Search code examples
classificationlogarithmhidden-markov-models

Jahmm lib: how to interpret negative value from ForwardBackwardScaledCalculator.lnProbability()?


I use the Jahmm library for classification of accelerometer sequences.

I have created my models but when i try to calculate the proibablity of a test sequence on a model by:

ForwardBackwardScaledCalculator fbsc = new ForwardBackwardScaledCalculator(test_pair.getValue(),model_pair.getValue().get_hmm());
                System.out.println(fbsc.lnProbability());

I get negative values like -1278.0926336276573.

The comment in the code of the library states that the lnProbability method:

Return the napierian logarithm of the probability of the sequence that generated this object.

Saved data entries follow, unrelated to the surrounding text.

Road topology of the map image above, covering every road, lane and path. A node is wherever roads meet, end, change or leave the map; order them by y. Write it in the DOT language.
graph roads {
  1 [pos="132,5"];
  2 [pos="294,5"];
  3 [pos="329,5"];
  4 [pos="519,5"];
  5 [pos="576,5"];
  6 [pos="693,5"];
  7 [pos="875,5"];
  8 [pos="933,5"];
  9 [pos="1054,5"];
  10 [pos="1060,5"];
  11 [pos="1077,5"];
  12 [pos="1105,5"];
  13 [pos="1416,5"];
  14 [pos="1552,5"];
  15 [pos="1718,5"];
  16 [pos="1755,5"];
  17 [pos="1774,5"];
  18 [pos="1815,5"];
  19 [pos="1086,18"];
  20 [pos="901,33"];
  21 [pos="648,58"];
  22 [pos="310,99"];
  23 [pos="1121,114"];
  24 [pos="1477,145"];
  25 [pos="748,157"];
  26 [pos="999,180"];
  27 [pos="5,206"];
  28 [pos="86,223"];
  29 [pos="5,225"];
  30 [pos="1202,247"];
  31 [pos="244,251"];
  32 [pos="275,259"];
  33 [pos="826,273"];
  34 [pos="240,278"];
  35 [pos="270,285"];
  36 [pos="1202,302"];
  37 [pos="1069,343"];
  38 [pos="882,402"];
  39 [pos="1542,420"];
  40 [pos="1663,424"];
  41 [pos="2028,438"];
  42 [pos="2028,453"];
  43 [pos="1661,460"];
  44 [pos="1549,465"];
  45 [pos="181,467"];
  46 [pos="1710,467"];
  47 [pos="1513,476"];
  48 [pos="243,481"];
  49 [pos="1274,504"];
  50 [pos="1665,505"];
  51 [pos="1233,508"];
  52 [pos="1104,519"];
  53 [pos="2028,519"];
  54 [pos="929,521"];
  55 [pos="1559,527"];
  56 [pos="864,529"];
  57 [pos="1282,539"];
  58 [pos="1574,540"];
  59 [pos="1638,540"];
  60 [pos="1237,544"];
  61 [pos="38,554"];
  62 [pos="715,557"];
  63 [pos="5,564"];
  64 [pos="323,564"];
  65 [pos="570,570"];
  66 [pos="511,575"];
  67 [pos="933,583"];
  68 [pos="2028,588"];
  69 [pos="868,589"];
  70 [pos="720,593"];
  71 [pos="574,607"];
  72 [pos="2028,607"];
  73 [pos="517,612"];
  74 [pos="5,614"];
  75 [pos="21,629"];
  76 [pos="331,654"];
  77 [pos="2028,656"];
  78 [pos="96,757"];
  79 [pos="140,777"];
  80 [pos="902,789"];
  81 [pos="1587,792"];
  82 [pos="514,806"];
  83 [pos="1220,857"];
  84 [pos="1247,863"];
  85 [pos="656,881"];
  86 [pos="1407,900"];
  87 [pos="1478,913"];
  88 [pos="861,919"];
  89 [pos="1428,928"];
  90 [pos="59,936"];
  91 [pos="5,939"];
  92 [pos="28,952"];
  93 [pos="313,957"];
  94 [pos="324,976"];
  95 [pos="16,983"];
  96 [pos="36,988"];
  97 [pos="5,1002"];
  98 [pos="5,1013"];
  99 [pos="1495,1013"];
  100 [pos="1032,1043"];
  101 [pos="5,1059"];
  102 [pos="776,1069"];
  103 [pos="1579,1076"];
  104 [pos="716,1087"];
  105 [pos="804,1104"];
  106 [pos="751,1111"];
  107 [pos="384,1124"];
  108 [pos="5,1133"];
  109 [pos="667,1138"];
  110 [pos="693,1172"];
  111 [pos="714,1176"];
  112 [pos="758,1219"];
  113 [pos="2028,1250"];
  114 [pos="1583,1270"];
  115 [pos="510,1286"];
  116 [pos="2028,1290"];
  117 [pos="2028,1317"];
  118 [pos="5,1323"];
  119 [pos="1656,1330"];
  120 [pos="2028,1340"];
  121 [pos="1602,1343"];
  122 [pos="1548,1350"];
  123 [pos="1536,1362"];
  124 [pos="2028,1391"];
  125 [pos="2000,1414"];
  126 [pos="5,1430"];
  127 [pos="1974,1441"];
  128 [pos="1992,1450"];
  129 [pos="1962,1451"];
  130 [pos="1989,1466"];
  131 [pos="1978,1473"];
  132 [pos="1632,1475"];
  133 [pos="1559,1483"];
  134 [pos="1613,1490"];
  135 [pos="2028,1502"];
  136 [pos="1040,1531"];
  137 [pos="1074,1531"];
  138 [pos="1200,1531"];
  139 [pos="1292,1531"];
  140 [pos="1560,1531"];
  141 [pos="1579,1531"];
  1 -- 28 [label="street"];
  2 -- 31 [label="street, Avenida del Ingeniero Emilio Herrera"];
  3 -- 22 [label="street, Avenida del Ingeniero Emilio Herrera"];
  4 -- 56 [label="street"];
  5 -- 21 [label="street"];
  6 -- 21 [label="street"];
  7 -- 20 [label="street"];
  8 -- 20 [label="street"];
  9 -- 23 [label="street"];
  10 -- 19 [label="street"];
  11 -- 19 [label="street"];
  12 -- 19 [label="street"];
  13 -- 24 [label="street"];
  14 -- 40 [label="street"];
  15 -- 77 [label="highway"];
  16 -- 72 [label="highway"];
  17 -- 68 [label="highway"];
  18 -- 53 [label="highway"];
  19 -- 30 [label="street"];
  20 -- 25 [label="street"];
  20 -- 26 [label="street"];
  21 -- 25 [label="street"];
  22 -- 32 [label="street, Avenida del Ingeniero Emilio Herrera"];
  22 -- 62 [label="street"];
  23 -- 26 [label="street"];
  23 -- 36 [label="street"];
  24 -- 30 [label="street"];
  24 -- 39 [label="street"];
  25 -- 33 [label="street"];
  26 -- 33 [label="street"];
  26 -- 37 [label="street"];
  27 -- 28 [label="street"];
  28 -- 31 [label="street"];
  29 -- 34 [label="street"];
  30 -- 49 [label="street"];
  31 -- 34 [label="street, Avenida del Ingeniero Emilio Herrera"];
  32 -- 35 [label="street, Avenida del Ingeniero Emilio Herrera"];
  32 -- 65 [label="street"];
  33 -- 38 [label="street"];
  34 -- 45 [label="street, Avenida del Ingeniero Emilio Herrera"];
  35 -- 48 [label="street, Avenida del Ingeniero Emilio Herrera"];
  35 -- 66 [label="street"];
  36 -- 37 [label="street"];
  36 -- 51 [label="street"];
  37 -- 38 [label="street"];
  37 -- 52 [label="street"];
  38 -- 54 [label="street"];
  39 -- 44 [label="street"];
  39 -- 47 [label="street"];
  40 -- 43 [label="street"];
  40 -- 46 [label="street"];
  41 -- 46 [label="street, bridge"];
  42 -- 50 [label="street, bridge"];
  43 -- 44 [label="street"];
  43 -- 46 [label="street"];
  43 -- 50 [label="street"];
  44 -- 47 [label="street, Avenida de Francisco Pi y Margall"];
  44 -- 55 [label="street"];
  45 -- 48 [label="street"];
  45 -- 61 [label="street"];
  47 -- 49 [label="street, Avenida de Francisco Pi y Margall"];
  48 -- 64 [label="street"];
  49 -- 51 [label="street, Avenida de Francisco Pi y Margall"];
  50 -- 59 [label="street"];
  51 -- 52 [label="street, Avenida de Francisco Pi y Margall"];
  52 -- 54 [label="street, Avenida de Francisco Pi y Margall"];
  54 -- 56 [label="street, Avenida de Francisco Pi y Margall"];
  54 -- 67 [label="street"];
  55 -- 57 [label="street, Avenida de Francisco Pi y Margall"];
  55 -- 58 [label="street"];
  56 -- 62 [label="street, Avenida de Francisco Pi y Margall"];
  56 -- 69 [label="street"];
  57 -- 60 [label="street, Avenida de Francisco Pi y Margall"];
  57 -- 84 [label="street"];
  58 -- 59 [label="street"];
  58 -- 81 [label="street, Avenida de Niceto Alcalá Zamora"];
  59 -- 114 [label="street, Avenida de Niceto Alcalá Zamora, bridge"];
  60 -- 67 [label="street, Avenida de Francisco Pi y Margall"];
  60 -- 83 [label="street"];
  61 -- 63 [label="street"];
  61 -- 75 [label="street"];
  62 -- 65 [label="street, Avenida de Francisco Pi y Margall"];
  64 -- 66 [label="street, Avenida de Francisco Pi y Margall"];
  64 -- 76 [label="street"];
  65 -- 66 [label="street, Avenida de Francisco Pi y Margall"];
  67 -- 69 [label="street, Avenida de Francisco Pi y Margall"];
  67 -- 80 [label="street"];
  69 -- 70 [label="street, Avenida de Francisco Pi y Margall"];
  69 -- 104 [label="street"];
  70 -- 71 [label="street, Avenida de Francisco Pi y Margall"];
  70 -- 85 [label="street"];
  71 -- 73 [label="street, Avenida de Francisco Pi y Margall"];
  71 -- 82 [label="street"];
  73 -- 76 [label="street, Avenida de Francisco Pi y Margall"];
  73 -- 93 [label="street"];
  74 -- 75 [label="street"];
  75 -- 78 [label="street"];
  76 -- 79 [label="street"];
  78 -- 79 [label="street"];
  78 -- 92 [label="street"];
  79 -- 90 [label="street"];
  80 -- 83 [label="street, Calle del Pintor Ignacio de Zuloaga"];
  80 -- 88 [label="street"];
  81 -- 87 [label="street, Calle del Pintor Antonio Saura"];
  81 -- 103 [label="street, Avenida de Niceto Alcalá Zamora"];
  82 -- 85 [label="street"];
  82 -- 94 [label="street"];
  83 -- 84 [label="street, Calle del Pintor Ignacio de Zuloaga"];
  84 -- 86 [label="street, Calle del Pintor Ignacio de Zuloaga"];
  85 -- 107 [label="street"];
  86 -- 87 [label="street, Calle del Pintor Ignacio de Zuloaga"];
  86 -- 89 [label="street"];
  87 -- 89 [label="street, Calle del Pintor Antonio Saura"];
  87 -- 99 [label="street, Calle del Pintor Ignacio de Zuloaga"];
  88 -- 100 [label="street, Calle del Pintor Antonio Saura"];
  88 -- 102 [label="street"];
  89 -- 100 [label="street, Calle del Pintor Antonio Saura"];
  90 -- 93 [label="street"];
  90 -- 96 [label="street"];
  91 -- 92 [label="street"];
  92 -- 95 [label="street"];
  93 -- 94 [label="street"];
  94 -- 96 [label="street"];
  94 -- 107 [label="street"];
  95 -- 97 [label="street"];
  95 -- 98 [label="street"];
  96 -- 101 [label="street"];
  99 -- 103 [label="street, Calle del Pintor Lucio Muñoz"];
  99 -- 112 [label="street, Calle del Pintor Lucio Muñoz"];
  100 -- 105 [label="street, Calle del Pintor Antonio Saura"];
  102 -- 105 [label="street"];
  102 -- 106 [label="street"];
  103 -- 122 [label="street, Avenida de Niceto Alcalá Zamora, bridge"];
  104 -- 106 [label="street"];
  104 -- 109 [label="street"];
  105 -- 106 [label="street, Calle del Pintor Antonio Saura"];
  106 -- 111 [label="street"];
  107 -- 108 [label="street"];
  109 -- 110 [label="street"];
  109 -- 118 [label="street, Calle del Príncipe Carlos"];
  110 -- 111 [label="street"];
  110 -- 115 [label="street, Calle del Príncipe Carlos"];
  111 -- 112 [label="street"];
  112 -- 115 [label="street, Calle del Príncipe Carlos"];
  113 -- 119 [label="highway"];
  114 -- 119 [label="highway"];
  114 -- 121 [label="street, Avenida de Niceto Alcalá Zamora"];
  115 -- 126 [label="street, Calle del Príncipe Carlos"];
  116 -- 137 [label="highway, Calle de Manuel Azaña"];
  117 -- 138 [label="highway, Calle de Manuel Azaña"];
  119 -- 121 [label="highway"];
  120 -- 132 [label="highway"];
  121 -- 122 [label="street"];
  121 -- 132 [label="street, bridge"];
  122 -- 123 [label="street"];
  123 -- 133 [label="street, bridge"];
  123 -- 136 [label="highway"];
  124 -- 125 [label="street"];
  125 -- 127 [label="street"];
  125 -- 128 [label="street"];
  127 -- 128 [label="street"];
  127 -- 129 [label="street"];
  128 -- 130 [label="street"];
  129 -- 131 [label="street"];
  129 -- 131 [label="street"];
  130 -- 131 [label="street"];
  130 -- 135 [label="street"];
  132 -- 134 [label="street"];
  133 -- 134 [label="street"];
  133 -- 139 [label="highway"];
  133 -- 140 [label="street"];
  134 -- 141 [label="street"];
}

Returns: The probability of the sequence of interest's napierian logarithm

But how to compare two of such logarithms? I call the method on two different models with the two test sequences so i get 4 probabilities:

The test sequence: fast_test.seq on fast_model yields a Napierian log from -1278.0926336276573
The test sequence: fast_test.seq on slow_model yields a Napierian log from -1862.6947488370433
The test sequence: slow_test.seq on fast_model yields a Napierian log from -4433.949818774553
The test sequence: slow_test.seq on slow_model yields a Napierian log from -4208.071445499895

But in this context, does it mean that the closer we get to zero, the more similar the test sequence is to the model (so in this example the classification accuracy = 100%?)

Thank you


Solution

  • If by "Napierian logarithm", the natural logarithm is meant, then you can get a probability from a return value x by raising e to the x, e.g. using Math.exp. However, the reason that logarithms are returned is because the probability values are too small to represent in a double; Math.exp(-1278.0926336276573) will simply return zero. See the Wikipedia article about log probabilities.

    does it mean that the closer we get to zero, the more similar the test sequence is to the model

    exp(0) == 1 and log(1) == 0, and indeed the lower the probability, the smaller (more negative) its logarithm. So, the closer you get to zero, the more probable the sentence is under the model.

    However, this need not directly relate to "similarity to a model", let alone "classification accuracy", since HMMs (being generative models) will ascribe lower probability to longer sequences. Read up on HMMs in your favorite textbook; a full explanation would be too long for this answer box and is a math question, so off-topic for this website.